A patent granted in the United States provides the patent owner with exclusive rights to commercially exploit his/her invention.
In exchange, an inventor must disclose information relating to the invention to the United States Patent Office (USPTO), and thereby the general public as well. For an invention to be patentable, it must include new and unobvious features when compared to what is already publicly available at the time when a patent is filed.
A patent must be prepared either by an inventor or by a patent attorney on behalf of the inventor. If a patent attorney is preparing an invention, it is good practice for the patent attorney to discuss the inventor’s invention to determine which features of the invention are new and possible design arounds. For this reason, it is beneficial to have a local patent attorney to discuss in person the inventor’s invention. However, these discussions can also take place over the phone or via skype if a face-to-face discussion is not possible. For this reason, many of Pierson Intellectual Property’s clients are located in Austin, throughout Texas and Washington D.C.

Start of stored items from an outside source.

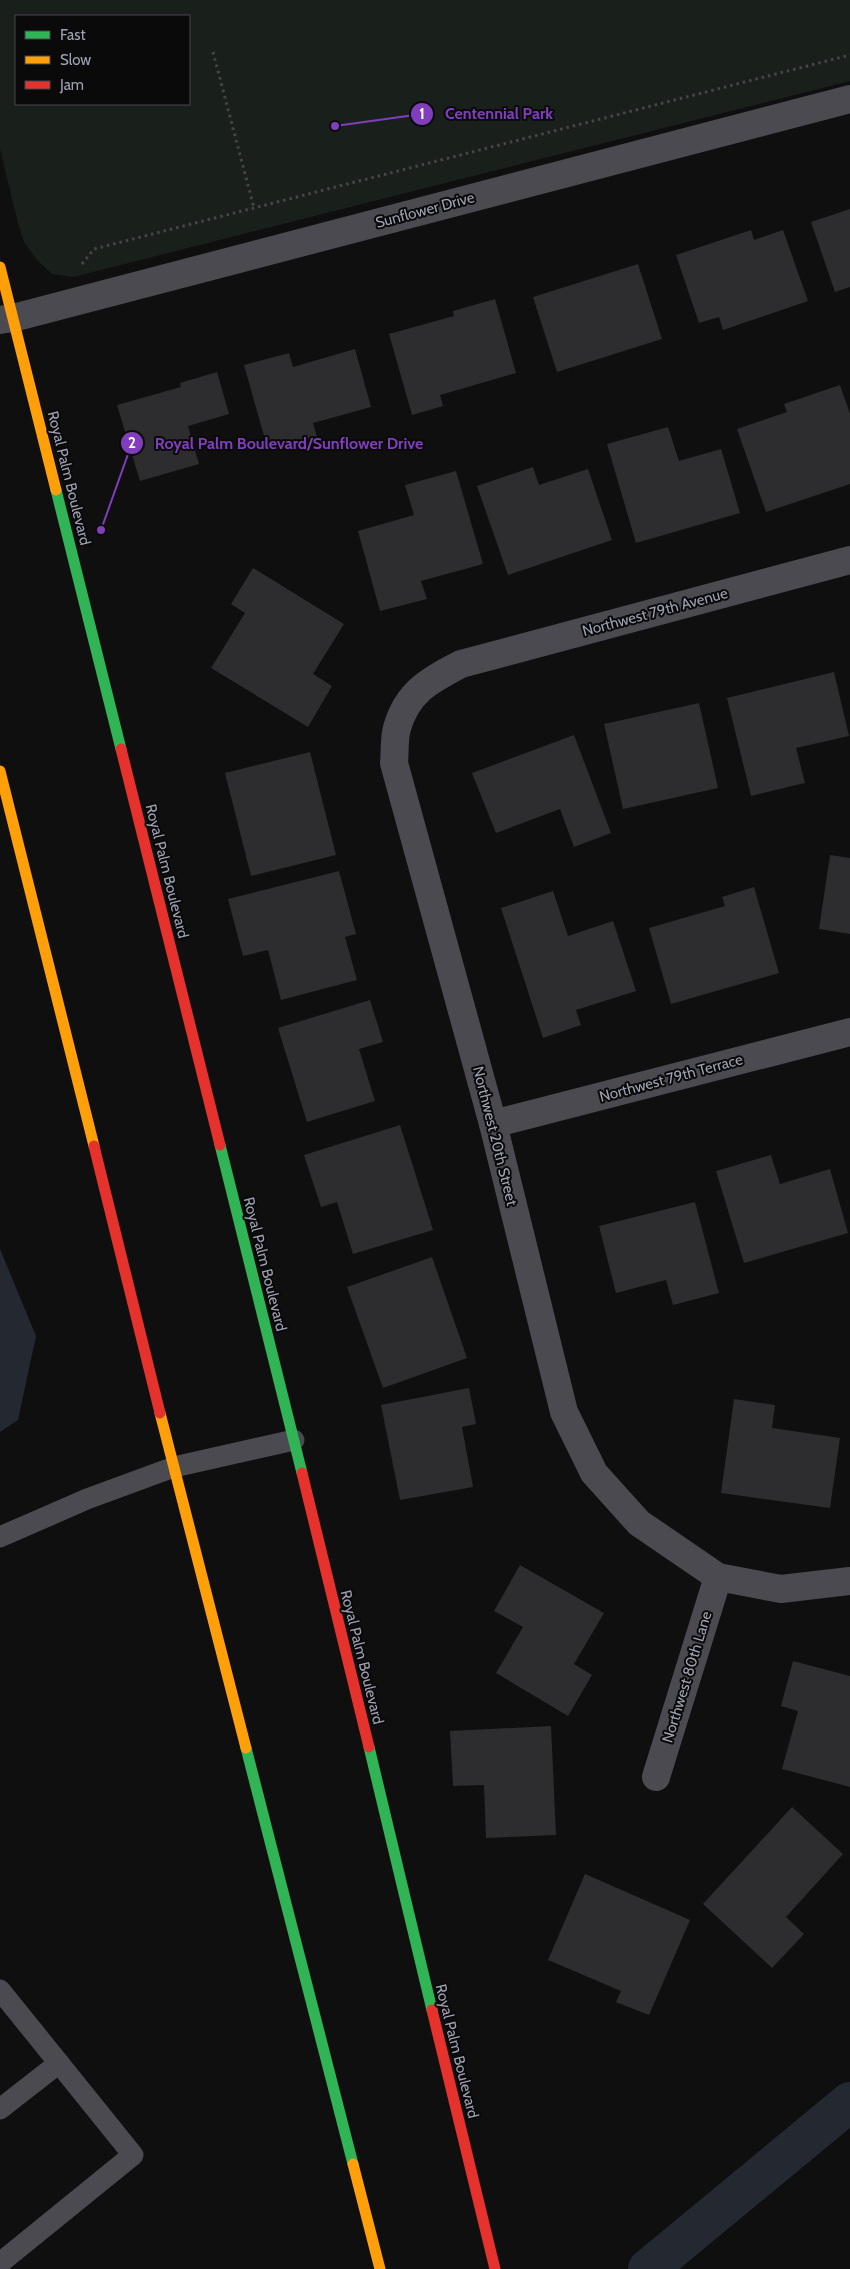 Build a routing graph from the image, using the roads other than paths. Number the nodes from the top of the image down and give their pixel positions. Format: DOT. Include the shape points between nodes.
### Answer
graph roads {
  1 [pos="850,100"];
  2 [pos="0,267"];
  3 [pos="7,319"];
  4 [pos="850,560"];
  5 [pos="461,664"];
  6 [pos="0,771"];
  7 [pos="850,1032"];
  8 [pos="493,1124"];
  9 [pos="294,1440"];
  10 [pos="174,1467"];
  11 [pos="0,1537"];
  12 [pos="718,1577"];
  13 [pos="850,1581"];
  14 [pos="656,1777"];
  15 [pos="0,1990"];
  16 [pos="59,2063"];
  17 [pos="0,2109"];
  18 [pos="0,2263"];
  19 [pos="380,2269"];
  20 [pos="495,2269"];
  1 -- 3 [label="street, Sunflower Drive"];
  2 -- 3 [label="main road, Royal Palm Boulevard"];
  3 -- 9 [label="main road, Royal Palm Boulevard"];
  4 -- 5 [label="street, Northwest 79th Avenue"];
  5 -- 8 [label="street, Northwest 20th Street" via="429,680 407,702 396,729 394,763"];
  6 -- 10 [label="main road"];
  7 -- 8 [label="street, Northwest 79th Terrace"];
  8 -- 12 [label="street, Northwest 20th Street" via="564,1412 594,1473 639,1523"];
  9 -- 10 [label="lane"];
  9 -- 20 [label="main road, Royal Palm Boulevard"];
  10 -- 11 [label="lane"];
  10 -- 19 [label="main road"];
  12 -- 13 [label="street" via="780,1589"];
  12 -- 14 [label="street, Northwest 80th Lane"];
  15 -- 16 [label="lane"];
  16 -- 17 [label="lane"];
  16 -- 18 [label="lane" via="133,2155"];
} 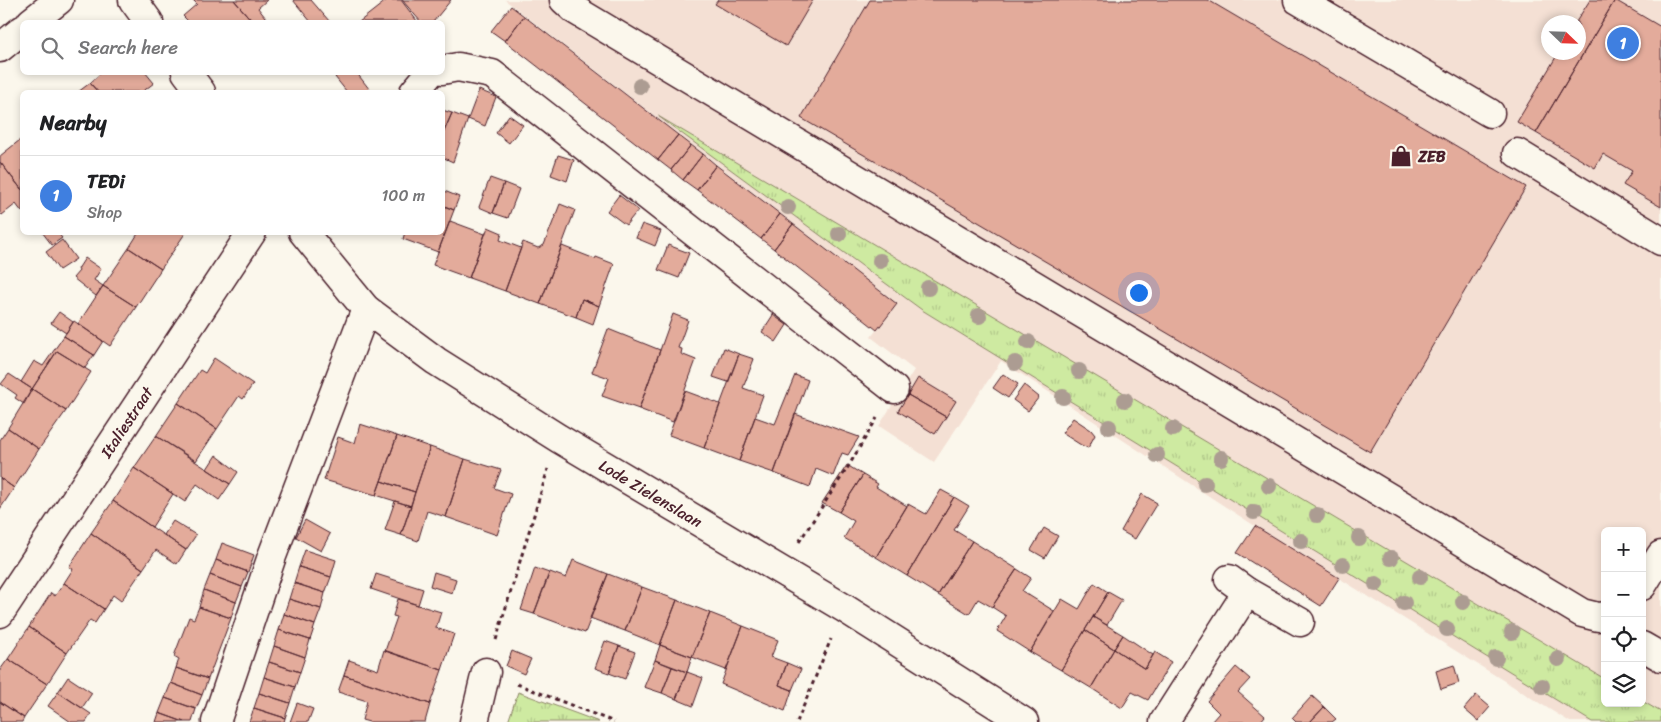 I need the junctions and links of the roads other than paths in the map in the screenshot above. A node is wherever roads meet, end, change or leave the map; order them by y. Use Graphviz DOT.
graph roads {
  1 [pos="59,0"];
  2 [pos="133,0"];
  3 [pos="564,0"];
  4 [pos="1298,0"];
  5 [pos="34,20"];
  6 [pos="148,20"];
  7 [pos="20,32"];
  8 [pos="0,48"];
  9 [pos="445,69"];
  10 [pos="188,75"];
  11 [pos="428,75"];
  12 [pos="200,90"];
  13 [pos="416,90"];
  14 [pos="1490,113"];
  15 [pos="1517,153"];
  16 [pos="250,235"];
  17 [pos="306,235"];
  18 [pos="1661,241"];
  19 [pos="366,309"];
  20 [pos="894,389"];
  21 [pos="1661,555"];
  22 [pos="1646,579"];
  23 [pos="0,613"];
  24 [pos="1601,617"];
  25 [pos="1300,622"];
  26 [pos="1646,648"];
  27 [pos="1661,657"];
  28 [pos="486,672"];
  29 [pos="216,722"];
  30 [pos="474,722"];
  31 [pos="1024,722"];
  32 [pos="1164,722"];
  1 -- 5 [label="street"];
  2 -- 6 [label="street"];
  3 -- 24 [label="street"];
  4 -- 14 [label="street"];
  7 -- 8 [label="street"];
  9 -- 20 [label="street"];
  10 -- 12 [label="street"];
  11 -- 13 [label="street"];
  15 -- 18 [label="street"];
  16 -- 23 [label="street, Italiestraat"];
  17 -- 19 [label="street, Lode Zielenslaan"];
  19 -- 29 [label="street"];
  19 -- 31 [label="street, Lode Zielenslaan"];
  21 -- 22 [label="street"];
  25 -- 32 [label="street"];
  26 -- 27 [label="street"];
  28 -- 30 [label="street"];
} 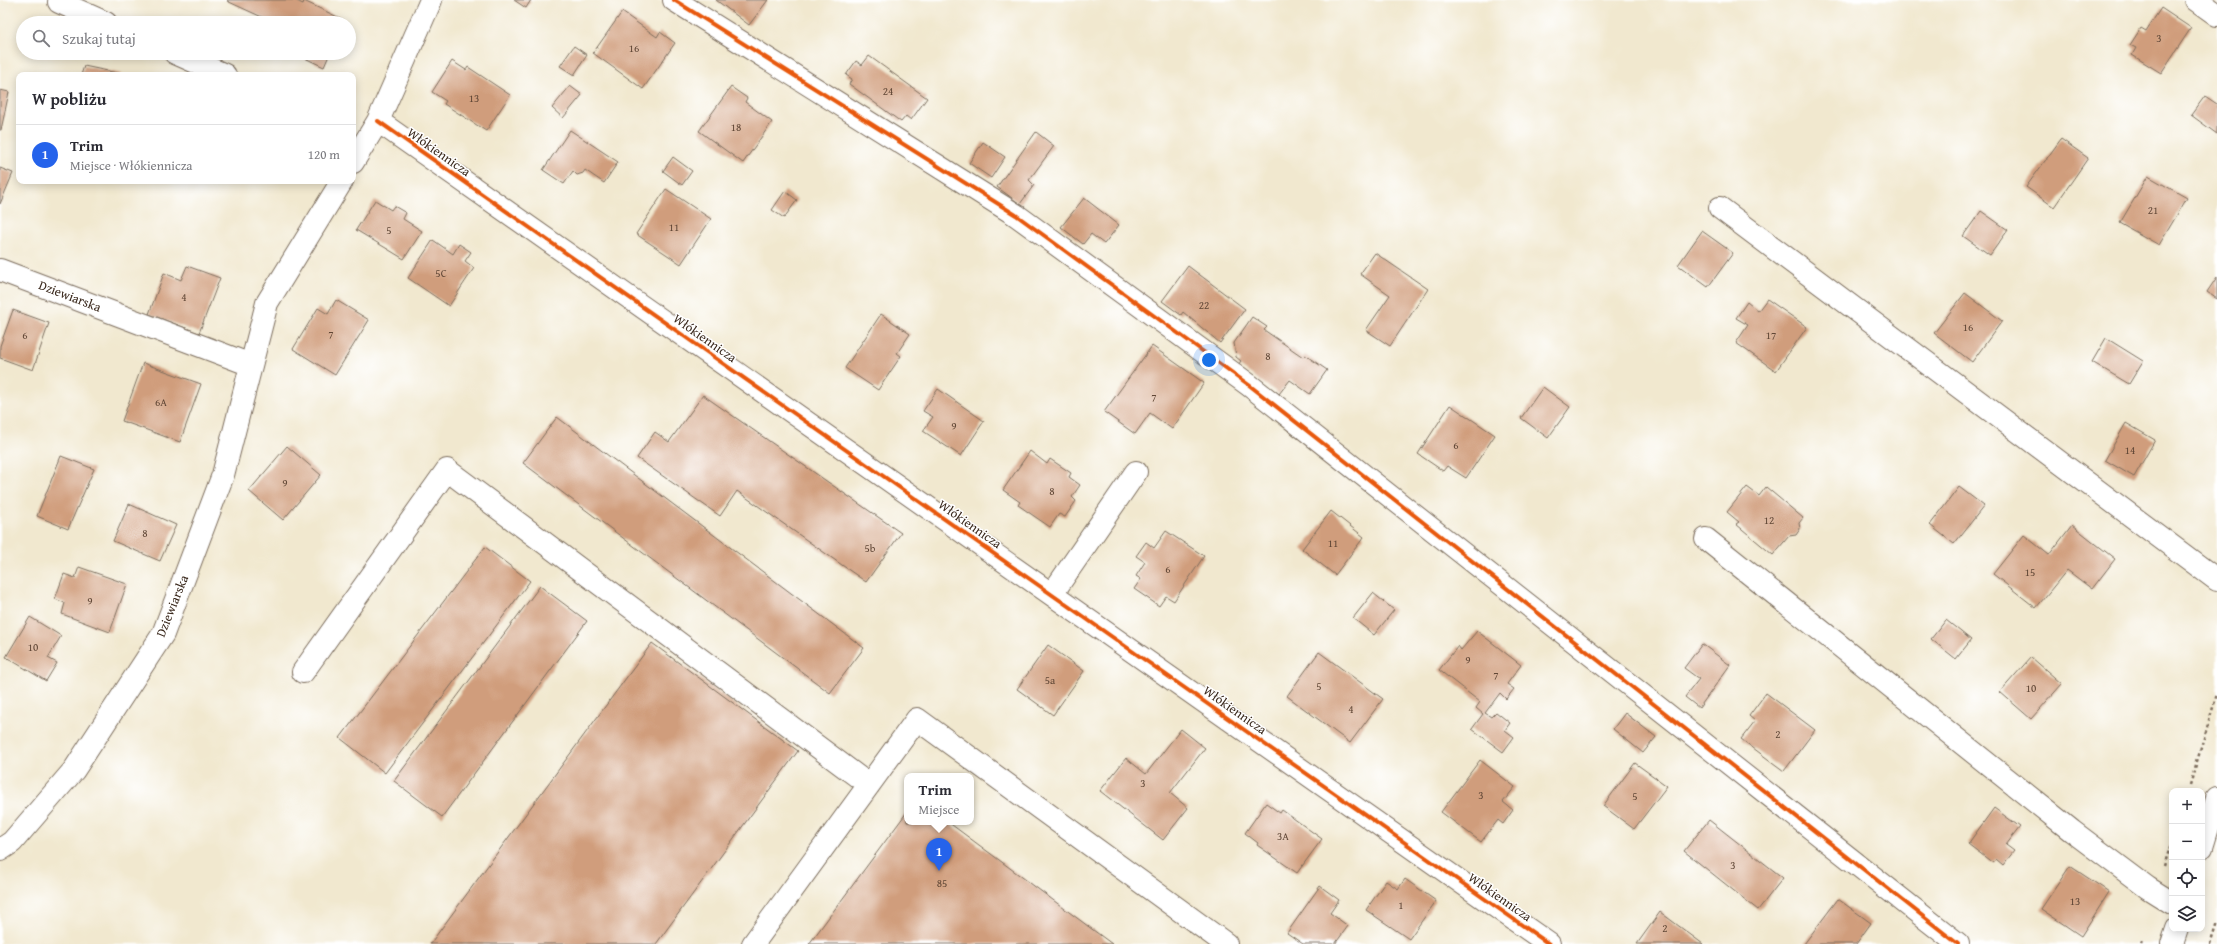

The patent application then undergoes an examination process in the patent office, where the examiners at the patent office will search for publications that are relevant to the invention. The examiner will then form a report, which is a report to the patent attorney, whether the features of your invention as described in the claims of a patent application are new and unobvious in view of relevant publications.
If a patent is not initially granted, a patent attorney and/or the inventor may respond by limiting the scope of their claimed invention to have a better chance at obtaining patent protection.
Once a patent is granted, it is presumed to be valid throughout the term of its protection, which is 20 years from the date the application was filed.